Чрезвычайным и полномочным послом в Константинополь Екатерина II своей волей назначила еще 6 ноября 1792 года{*} генерала М.И. Голенищева-Кутузова.

Выбор был удачен - 47-летний герой взятия в декабре 1790 года Измаила, за что получил орден св. Георгия III степени, и "громкого дела при Мачине" в июле 1791 года, за которое удостоен ордена св. Георгия II степени, находился на Дунайском театре военных действий почти непрерывно с 1768 года. Он отличился еще в сражениях 1770-1772 гг., в том числе при Рябой Могиле, Ларге и Кагуле, став кавалером ордена св. Георгия IV степени.
С 1776 года М.И. Кутузов находился в непосредственном подчинении А.В. Суворова, командовавшего русскими войсками в Крыму. Здесь проявилось второе после полководческого блестящее дарование М.И. Кутузова - умелое использование данных военной разведки в дипломатической деятельности.

Именно в эти годы М.И. Кутузов по собственной инициативе (хотя есть косвенные данные, что подвигнул его на сей труд сам Суворов) начал изучать турецкий язык, "дабы в переговорах с крымцами и турками по охране побережья Крыма все наивозможнейшие пользы извлечь".

Практику разговорной речи, навыки расшифровки замысловатой арабской графики для чтения османских документов без толмача или драгомана М.И. Кутузов приобрел непосредственно у башкятиба, т.е. старшего письмоводителя двора последнего крымского хана. Тот оказался и человеком симпатичным, и знал много. "Грамоту турецкую постигаю, - признавался Михаил Илларионович, - на живых бумагах, только вчера полученных из османской столицы..."
А у башкятиба появлялся то ковшик серебра с золотом, то табакерка дивной работы... Получены они были за усердие в обучении кривого на один глаз, полноватого в талии, но живого и отменно внимательного к местным жителям и их заботам русского подполковника{3}.
С 1783 года Крым постепенно, мирно и практически бескровно вживался в русскую сферу влияния, чему способствовали А.В. Суворов и М.И. Кутузов.
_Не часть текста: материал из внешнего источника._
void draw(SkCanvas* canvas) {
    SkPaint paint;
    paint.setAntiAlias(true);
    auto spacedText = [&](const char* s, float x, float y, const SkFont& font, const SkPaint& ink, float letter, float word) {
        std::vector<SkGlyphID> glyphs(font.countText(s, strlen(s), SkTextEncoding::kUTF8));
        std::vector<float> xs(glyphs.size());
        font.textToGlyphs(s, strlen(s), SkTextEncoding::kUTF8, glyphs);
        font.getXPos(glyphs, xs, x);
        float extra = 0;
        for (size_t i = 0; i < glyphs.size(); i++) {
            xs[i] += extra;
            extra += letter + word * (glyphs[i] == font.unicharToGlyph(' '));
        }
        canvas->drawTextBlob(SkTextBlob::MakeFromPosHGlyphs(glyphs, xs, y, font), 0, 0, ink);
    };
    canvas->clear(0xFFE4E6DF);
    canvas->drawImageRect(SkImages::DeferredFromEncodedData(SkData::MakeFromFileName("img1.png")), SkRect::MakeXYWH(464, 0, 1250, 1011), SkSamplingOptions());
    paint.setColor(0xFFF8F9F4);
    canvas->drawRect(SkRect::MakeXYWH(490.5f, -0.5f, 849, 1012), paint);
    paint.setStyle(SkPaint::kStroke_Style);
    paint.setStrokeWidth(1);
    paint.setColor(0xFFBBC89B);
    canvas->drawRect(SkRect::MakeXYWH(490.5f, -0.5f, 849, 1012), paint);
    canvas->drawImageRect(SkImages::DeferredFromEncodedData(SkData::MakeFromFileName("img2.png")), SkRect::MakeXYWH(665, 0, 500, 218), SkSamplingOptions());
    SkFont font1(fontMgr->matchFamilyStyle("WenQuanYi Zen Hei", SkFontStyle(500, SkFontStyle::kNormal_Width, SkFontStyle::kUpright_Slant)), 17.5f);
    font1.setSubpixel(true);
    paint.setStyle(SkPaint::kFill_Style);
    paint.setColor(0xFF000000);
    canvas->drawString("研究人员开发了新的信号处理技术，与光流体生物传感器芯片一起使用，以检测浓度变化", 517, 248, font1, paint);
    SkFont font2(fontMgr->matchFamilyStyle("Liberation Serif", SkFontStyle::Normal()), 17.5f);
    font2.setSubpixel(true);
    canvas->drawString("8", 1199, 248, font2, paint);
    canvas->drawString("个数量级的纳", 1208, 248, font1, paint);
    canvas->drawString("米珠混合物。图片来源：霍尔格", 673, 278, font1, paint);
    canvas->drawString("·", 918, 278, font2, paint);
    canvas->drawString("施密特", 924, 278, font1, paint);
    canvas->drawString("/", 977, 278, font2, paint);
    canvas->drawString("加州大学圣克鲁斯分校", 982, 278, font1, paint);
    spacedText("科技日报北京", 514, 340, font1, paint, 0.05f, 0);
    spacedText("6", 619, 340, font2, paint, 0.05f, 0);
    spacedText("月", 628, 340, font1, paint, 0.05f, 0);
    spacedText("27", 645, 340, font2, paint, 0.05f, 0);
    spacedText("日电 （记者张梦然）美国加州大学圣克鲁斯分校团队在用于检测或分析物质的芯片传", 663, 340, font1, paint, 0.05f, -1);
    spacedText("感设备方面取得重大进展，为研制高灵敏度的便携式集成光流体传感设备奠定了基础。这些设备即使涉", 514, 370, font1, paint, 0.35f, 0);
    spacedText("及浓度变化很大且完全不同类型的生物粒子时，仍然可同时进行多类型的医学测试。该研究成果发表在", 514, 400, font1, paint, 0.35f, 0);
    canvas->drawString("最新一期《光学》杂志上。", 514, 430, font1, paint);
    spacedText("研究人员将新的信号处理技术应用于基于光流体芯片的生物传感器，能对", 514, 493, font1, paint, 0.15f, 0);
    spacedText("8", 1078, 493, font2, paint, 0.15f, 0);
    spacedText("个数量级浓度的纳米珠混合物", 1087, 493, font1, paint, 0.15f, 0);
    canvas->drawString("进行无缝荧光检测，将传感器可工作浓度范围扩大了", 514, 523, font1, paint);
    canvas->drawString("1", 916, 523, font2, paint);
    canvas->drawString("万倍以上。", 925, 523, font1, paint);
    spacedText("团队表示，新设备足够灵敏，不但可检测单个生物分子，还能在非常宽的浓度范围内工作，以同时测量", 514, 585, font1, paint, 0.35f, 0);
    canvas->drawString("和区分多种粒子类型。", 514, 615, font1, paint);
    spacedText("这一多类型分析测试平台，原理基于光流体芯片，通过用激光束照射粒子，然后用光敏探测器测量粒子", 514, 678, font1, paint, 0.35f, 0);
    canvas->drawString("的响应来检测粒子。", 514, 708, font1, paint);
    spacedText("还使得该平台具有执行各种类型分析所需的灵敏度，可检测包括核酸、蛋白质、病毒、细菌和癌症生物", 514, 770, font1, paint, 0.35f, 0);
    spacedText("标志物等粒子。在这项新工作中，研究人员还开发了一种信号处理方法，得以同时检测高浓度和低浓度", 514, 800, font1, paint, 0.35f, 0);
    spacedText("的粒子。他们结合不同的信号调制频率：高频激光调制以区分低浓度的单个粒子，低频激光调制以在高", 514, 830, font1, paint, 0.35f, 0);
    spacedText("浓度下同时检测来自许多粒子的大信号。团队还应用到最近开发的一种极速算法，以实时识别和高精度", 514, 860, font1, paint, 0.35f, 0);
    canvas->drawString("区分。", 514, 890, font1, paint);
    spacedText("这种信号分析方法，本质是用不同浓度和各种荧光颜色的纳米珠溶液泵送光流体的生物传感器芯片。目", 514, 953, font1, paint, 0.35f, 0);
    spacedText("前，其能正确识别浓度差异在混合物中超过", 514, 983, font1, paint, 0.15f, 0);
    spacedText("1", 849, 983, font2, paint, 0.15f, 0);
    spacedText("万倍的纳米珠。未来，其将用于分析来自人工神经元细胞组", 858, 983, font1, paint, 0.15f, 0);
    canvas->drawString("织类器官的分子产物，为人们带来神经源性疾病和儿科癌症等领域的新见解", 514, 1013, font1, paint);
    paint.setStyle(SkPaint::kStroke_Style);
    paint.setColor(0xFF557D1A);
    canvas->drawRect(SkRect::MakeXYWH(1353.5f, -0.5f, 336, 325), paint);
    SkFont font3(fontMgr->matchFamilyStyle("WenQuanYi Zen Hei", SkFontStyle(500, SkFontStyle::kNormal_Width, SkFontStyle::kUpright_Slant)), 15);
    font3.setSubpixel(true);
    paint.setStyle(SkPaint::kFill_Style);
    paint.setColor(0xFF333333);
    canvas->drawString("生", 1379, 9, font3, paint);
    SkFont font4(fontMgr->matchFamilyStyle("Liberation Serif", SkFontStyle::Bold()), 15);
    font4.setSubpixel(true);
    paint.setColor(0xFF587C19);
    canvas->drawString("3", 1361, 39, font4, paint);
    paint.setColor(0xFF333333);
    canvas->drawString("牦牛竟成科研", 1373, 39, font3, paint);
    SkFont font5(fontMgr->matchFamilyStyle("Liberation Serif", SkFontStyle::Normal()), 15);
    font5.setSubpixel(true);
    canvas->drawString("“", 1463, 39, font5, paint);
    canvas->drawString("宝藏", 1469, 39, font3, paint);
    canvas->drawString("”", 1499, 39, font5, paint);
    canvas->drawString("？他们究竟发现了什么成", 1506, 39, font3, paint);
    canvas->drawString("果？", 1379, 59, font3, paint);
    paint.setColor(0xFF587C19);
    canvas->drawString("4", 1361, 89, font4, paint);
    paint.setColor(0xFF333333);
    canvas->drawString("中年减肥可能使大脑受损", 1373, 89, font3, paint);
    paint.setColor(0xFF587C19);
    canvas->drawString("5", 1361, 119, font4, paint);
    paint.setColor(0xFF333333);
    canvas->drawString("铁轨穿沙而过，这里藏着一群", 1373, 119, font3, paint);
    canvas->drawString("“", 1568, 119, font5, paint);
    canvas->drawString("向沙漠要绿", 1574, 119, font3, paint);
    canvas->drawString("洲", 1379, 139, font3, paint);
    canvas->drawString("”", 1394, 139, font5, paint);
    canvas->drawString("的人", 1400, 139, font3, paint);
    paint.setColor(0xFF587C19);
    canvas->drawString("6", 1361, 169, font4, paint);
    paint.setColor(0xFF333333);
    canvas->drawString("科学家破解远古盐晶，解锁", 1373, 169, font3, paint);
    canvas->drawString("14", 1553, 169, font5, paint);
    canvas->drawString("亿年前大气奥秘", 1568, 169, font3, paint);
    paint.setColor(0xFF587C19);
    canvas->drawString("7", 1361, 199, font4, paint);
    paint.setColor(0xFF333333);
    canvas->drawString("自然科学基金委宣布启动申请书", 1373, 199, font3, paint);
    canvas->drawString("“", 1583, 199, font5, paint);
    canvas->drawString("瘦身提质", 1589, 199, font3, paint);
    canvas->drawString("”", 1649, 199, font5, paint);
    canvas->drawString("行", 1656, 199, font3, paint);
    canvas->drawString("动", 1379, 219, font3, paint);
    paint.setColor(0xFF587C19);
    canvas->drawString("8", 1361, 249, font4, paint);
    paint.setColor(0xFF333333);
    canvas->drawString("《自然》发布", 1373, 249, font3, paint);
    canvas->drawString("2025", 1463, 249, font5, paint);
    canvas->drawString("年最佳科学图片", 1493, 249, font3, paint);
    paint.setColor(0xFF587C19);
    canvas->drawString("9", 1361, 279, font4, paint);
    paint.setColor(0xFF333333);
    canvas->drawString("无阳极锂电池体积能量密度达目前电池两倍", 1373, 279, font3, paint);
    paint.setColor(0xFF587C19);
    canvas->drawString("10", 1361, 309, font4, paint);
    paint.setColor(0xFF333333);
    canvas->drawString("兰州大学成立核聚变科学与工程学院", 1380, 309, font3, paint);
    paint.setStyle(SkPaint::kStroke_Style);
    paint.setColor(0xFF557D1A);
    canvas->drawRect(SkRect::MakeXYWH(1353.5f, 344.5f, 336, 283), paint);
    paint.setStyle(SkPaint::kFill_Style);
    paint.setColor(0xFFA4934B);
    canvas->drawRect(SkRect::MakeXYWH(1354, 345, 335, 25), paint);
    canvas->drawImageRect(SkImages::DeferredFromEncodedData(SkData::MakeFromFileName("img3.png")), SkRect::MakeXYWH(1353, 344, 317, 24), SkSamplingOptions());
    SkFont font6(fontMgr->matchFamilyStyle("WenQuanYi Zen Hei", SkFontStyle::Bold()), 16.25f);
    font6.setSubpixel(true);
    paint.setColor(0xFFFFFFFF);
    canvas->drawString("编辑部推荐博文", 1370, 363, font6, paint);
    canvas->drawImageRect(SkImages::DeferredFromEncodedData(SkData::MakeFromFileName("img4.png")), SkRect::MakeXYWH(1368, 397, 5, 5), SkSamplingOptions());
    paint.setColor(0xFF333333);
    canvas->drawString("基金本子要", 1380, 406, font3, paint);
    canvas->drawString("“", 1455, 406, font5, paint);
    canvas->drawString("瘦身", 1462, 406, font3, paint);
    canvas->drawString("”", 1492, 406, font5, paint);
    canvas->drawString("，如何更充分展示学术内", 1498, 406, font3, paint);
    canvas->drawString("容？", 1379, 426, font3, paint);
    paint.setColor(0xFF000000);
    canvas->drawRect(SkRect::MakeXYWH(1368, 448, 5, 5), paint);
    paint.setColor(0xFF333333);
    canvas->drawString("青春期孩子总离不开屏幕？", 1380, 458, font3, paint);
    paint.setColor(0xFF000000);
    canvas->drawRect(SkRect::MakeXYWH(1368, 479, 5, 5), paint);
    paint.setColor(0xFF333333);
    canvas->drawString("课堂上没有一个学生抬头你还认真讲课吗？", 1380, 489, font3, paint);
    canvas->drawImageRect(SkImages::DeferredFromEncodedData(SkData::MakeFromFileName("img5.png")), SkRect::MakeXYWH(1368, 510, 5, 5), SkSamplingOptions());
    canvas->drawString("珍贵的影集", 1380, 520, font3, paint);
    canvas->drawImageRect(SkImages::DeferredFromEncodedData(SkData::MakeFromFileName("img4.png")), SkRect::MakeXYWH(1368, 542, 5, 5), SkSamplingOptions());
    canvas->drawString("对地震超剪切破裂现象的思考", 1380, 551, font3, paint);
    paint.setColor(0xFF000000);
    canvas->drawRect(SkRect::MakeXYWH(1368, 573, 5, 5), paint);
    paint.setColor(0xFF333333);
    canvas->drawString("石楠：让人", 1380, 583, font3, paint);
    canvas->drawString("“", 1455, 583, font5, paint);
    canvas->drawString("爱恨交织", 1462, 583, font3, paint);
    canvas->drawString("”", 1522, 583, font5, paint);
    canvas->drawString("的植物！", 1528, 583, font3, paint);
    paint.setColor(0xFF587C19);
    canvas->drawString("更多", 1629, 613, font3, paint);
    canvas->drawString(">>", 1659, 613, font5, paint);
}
Став в 1784 году генерал-майором и командиром Бугского егерского корпуса, Михаил Илларионович находил время для практики в турецком языке, заботился о приближении к своему штабу "людей неприметных, но смышленых и к дознанию олагополезных вещей способных". Двое таких людей сопровождали М.И. Кутузова во время посольства в Константинополь, совершенно затерявшись среди свиты в 650 человек, но появляясь в нужный момент. Известна любовно-шутливая оценка А.В. Суворовым военно-дипломатических успехов М.И. Кутузова в многолетних общениях с крымскими татарами: "Ой, умен, ой, хитер, его никто не обманет".

Несомненные дарования будущего полководца в столь деликатной сфере военной деятельности, как систематический сбор разведывательных данных о турецком противнике, подметил другой выдающийся русский военный и государственный деятель - Г.А. Потемкин. Именно распоряжением Светлейшего от 7 апреля 1790 года Михаилу Илларионовичу было приказано организовать наблюдение за тылами турок в Придунавье (война 1787-1791 гг.){4}.
М.И. Кутузов успешно наладил агентурную и оперативную разведывательную службу, летучую почту. Это во многом способствовало успеху суворовской измаильской операции, о чем свидетельствуют малоизвестные документы из военных архивов{5}. Есть основания предполагать, что Потемкин незадолго до своей безвременной кончины сообщил Екатерине II о незаурядных дарованиях будущего коменданта Измаила, которым М.И. Кутузов стал в 1790 году, и будущего чрезвычайного посла в Турцию - всего два года спустя. Только такой человек, как М.И. Кутузов, мог возглавить посольство в страну, с которой война продолжалась с перерывами со времен Петра I.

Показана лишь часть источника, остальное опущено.